From Andrew Murray, I practiced Absolute Surrender (I say practiced because I just couldn’t ever seem to give it all up, but know this is a key.) My prayer from this surrender: May my life be proof of what the omnipotent God can do.

And two themes that were, and still are notable: Expectant and Equipped.

I KNOW that if I don’t expect anything of God, I probably won’t recognize Him even if He stands right in front of me. So, in the early morning hours, when I read my Bible, I expect to hear from Him. Otherwise I might as well read the newspaper.

And I am equipped for that which He has called me to do. A verse that latched onto my spirit this year was an odd one: Psalm 78:9: “The sons of Ephraim were armed and ready, yet they turned back in the day of battle.” I realized I turn back; I sabotage so many of my dreams because of fear. Fear of failure, fear of reprisal, fear of imperfection—fear of being stupid!
But God has equipped me and I need shoot an arrow through the heart of fear.

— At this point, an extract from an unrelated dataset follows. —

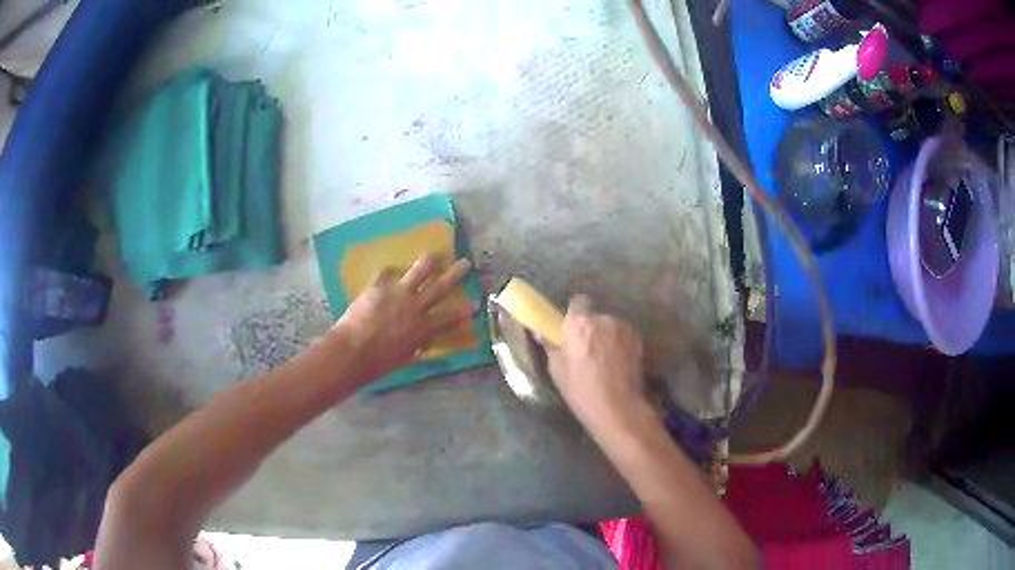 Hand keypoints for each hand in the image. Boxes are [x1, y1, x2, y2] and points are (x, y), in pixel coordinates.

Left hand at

I’m all about a new year, a beginning, a human reminder that “His mercies are new every morning.” And I’m praying that I will live a life of faith in the One with whom nothing is impossible, and that everyone He gives me to pray for—from a one-legged Michelle Perry loving up on thrown-away kids in the Sudan, to a wayward son or daughter, will see the glory of the living God. And for you who read these words of my heart, may 2011 draw you deep in the wonders, and glories, and riches of God.